# [DIRECTIONS]
Nothing in the data may be altered; copy it all exactly.

# [SOURCE DATA]
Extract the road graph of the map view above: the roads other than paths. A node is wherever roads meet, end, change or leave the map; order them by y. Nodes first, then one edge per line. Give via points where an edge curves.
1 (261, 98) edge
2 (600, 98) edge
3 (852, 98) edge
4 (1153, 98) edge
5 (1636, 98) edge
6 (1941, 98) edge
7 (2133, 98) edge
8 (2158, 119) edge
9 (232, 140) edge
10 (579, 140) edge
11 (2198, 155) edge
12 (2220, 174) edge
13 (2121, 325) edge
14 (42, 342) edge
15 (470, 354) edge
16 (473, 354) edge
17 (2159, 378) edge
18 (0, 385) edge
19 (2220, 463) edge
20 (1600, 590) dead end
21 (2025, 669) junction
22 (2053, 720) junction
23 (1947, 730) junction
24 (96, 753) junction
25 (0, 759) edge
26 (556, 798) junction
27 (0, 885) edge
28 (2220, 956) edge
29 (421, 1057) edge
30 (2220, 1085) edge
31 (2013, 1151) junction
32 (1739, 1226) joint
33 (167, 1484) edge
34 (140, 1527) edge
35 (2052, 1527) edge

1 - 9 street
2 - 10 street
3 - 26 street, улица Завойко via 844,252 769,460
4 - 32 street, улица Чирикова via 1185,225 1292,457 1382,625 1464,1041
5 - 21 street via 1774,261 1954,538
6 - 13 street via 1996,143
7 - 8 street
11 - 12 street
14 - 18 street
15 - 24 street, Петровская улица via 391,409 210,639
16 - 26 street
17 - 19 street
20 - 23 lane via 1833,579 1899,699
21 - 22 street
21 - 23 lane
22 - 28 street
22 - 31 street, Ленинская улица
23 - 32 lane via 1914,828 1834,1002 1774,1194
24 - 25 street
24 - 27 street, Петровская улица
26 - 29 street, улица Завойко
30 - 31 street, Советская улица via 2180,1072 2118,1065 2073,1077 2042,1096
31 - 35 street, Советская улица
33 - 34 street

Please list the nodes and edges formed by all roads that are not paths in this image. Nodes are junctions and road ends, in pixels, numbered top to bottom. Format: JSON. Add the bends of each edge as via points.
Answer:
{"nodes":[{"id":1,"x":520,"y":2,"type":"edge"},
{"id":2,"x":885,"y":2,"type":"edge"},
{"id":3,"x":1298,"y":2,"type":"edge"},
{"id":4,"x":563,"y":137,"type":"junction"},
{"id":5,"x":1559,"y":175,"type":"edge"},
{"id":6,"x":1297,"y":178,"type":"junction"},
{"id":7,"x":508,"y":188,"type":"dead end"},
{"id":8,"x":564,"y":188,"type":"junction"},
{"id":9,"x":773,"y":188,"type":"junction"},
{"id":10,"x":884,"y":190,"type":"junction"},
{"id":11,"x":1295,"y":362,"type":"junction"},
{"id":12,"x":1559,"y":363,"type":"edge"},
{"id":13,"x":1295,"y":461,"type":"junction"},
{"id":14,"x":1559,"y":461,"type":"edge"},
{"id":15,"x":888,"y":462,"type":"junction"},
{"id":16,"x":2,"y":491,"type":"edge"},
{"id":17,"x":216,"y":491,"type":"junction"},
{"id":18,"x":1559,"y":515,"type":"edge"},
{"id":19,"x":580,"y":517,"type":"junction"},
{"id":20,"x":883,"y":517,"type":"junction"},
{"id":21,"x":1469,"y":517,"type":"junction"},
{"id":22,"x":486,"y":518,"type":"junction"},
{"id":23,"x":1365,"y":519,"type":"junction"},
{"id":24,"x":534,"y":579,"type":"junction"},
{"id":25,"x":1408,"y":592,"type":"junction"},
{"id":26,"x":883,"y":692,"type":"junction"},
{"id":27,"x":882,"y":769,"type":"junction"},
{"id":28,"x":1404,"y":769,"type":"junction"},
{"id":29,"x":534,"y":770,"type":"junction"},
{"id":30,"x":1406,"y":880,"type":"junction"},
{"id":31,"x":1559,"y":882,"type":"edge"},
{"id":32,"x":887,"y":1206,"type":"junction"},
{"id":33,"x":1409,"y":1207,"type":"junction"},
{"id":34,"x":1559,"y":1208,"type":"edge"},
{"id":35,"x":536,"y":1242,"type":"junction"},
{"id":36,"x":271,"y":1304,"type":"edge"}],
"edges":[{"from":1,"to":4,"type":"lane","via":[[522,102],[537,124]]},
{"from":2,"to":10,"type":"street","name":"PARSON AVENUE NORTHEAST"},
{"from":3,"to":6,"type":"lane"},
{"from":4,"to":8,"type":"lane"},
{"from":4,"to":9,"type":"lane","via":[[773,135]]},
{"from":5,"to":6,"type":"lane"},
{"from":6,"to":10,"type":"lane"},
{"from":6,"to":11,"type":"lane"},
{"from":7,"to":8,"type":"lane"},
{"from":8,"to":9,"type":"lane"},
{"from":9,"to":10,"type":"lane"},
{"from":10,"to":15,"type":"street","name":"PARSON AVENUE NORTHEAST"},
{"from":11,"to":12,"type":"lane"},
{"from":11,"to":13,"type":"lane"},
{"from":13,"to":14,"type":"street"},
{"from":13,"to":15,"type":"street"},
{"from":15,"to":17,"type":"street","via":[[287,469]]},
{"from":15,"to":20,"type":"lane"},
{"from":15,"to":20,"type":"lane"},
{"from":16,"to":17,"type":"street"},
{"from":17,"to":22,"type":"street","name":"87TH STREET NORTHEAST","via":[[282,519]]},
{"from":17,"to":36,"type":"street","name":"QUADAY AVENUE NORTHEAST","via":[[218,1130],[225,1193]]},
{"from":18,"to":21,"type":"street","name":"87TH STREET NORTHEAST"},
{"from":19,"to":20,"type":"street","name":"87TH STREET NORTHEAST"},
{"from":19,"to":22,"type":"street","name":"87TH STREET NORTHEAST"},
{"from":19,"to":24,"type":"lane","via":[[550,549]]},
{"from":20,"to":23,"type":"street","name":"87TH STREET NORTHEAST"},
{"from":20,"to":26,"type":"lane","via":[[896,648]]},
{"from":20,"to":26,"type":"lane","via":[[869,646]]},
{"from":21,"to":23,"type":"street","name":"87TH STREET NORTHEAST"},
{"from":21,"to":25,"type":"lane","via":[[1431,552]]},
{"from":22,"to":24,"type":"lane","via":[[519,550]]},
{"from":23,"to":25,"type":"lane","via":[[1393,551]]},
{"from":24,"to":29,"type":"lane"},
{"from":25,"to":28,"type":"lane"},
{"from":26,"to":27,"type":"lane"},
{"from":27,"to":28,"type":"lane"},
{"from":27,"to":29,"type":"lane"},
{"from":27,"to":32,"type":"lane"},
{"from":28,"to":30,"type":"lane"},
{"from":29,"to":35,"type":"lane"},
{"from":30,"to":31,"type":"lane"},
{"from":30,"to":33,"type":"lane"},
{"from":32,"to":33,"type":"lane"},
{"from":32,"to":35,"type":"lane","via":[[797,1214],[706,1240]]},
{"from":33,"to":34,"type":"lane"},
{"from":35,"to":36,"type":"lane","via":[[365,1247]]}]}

# [WRITTEN SOLUTION]
Extract the road graph of the map view above: the roads other than paths. A node is wherever roads meet, end, change or leave the map; order them by y. Nodes first, then one edge per line. Give via points where an edge curves.
1 (261, 98) edge
2 (600, 98) edge
3 (852, 98) edge
4 (1153, 98) edge
5 (1636, 98) edge
6 (1941, 98) edge
7 (2133, 98) edge
8 (2158, 119) edge
9 (232, 140) edge
10 (579, 140) edge
11 (2198, 155) edge
12 (2220, 174) edge
13 (2121, 325) edge
14 (42, 342) edge
15 (470, 354) edge
16 (473, 354) edge
17 (2159, 378) edge
18 (0, 385) edge
19 (2220, 463) edge
20 (1600, 590) dead end
21 (2025, 669) junction
22 (2053, 720) junction
23 (1947, 730) junction
24 (96, 753) junction
25 (0, 759) edge
26 (556, 798) junction
27 (0, 885) edge
28 (2220, 956) edge
29 (421, 1057) edge
30 (2220, 1085) edge
31 (2013, 1151) junction
32 (1739, 1226) joint
33 (167, 1484) edge
34 (140, 1527) edge
35 (2052, 1527) edge

1 - 9 street
2 - 10 street
3 - 26 street, улица Завойко via 844,252 769,460
4 - 32 street, улица Чирикова via 1185,225 1292,457 1382,625 1464,1041
5 - 21 street via 1774,261 1954,538
6 - 13 street via 1996,143
7 - 8 street
11 - 12 street
14 - 18 street
15 - 24 street, Петровская улица via 391,409 210,639
16 - 26 street
17 - 19 street
20 - 23 lane via 1833,579 1899,699
21 - 22 street
21 - 23 lane
22 - 28 street
22 - 31 street, Ленинская улица
23 - 32 lane via 1914,828 1834,1002 1774,1194
24 - 25 street
24 - 27 street, Петровская улица
26 - 29 street, улица Завойко
30 - 31 street, Советская улица via 2180,1072 2118,1065 2073,1077 2042,1096
31 - 35 street, Советская улица
33 - 34 street

Please list the nodes and edges formed by all roads that are not paths in this image. Nodes are junctions and road ends, in pixels, numbered top to bottom. Format: JSON. Add the bends of each edge as via points.
Answer:
{"nodes":[{"id":1,"x":520,"y":2,"type":"edge"},
{"id":2,"x":885,"y":2,"type":"edge"},
{"id":3,"x":1298,"y":2,"type":"edge"},
{"id":4,"x":563,"y":137,"type":"junction"},
{"id":5,"x":1559,"y":175,"type":"edge"},
{"id":6,"x":1297,"y":178,"type":"junction"},
{"id":7,"x":508,"y":188,"type":"dead end"},
{"id":8,"x":564,"y":188,"type":"junction"},
{"id":9,"x":773,"y":188,"type":"junction"},
{"id":10,"x":884,"y":190,"type":"junction"},
{"id":11,"x":1295,"y":362,"type":"junction"},
{"id":12,"x":1559,"y":363,"type":"edge"},
{"id":13,"x":1295,"y":461,"type":"junction"},
{"id":14,"x":1559,"y":461,"type":"edge"},
{"id":15,"x":888,"y":462,"type":"junction"},
{"id":16,"x":2,"y":491,"type":"edge"},
{"id":17,"x":216,"y":491,"type":"junction"},
{"id":18,"x":1559,"y":515,"type":"edge"},
{"id":19,"x":580,"y":517,"type":"junction"},
{"id":20,"x":883,"y":517,"type":"junction"},
{"id":21,"x":1469,"y":517,"type":"junction"},
{"id":22,"x":486,"y":518,"type":"junction"},
{"id":23,"x":1365,"y":519,"type":"junction"},
{"id":24,"x":534,"y":579,"type":"junction"},
{"id":25,"x":1408,"y":592,"type":"junction"},
{"id":26,"x":883,"y":692,"type":"junction"},
{"id":27,"x":882,"y":769,"type":"junction"},
{"id":28,"x":1404,"y":769,"type":"junction"},
{"id":29,"x":534,"y":770,"type":"junction"},
{"id":30,"x":1406,"y":880,"type":"junction"},
{"id":31,"x":1559,"y":882,"type":"edge"},
{"id":32,"x":887,"y":1206,"type":"junction"},
{"id":33,"x":1409,"y":1207,"type":"junction"},
{"id":34,"x":1559,"y":1208,"type":"edge"},
{"id":35,"x":536,"y":1242,"type":"junction"},
{"id":36,"x":271,"y":1304,"type":"edge"}],
"edges":[{"from":1,"to":4,"type":"lane","via":[[522,102],[537,124]]},
{"from":2,"to":10,"type":"street","name":"PARSON AVENUE NORTHEAST"},
{"from":3,"to":6,"type":"lane"},
{"from":4,"to":8,"type":"lane"},
{"from":4,"to":9,"type":"lane","via":[[773,135]]},
{"from":5,"to":6,"type":"lane"},
{"from":6,"to":10,"type":"lane"},
{"from":6,"to":11,"type":"lane"},
{"from":7,"to":8,"type":"lane"},
{"from":8,"to":9,"type":"lane"},
{"from":9,"to":10,"type":"lane"},
{"from":10,"to":15,"type":"street","name":"PARSON AVENUE NORTHEAST"},
{"from":11,"to":12,"type":"lane"},
{"from":11,"to":13,"type":"lane"},
{"from":13,"to":14,"type":"street"},
{"from":13,"to":15,"type":"street"},
{"from":15,"to":17,"type":"street","via":[[287,469]]},
{"from":15,"to":20,"type":"lane"},
{"from":15,"to":20,"type":"lane"},
{"from":16,"to":17,"type":"street"},
{"from":17,"to":22,"type":"street","name":"87TH STREET NORTHEAST","via":[[282,519]]},
{"from":17,"to":36,"type":"street","name":"QUADAY AVENUE NORTHEAST","via":[[218,1130],[225,1193]]},
{"from":18,"to":21,"type":"street","name":"87TH STREET NORTHEAST"},
{"from":19,"to":20,"type":"street","name":"87TH STREET NORTHEAST"},
{"from":19,"to":22,"type":"street","name":"87TH STREET NORTHEAST"},
{"from":19,"to":24,"type":"lane","via":[[550,549]]},
{"from":20,"to":23,"type":"street","name":"87TH STREET NORTHEAST"},
{"from":20,"to":26,"type":"lane","via":[[896,648]]},
{"from":20,"to":26,"type":"lane","via":[[869,646]]},
{"from":21,"to":23,"type":"street","name":"87TH STREET NORTHEAST"},
{"from":21,"to":25,"type":"lane","via":[[1431,552]]},
{"from":22,"to":24,"type":"lane","via":[[519,550]]},
{"from":23,"to":25,"type":"lane","via":[[1393,551]]},
{"from":24,"to":29,"type":"lane"},
{"from":25,"to":28,"type":"lane"},
{"from":26,"to":27,"type":"lane"},
{"from":27,"to":28,"type":"lane"},
{"from":27,"to":29,"type":"lane"},
{"from":27,"to":32,"type":"lane"},
{"from":28,"to":30,"type":"lane"},
{"from":29,"to":35,"type":"lane"},
{"from":30,"to":31,"type":"lane"},
{"from":30,"to":33,"type":"lane"},
{"from":32,"to":33,"type":"lane"},
{"from":32,"to":35,"type":"lane","via":[[797,1214],[706,1240]]},
{"from":33,"to":34,"type":"lane"},
{"from":35,"to":36,"type":"lane","via":[[365,1247]]}]}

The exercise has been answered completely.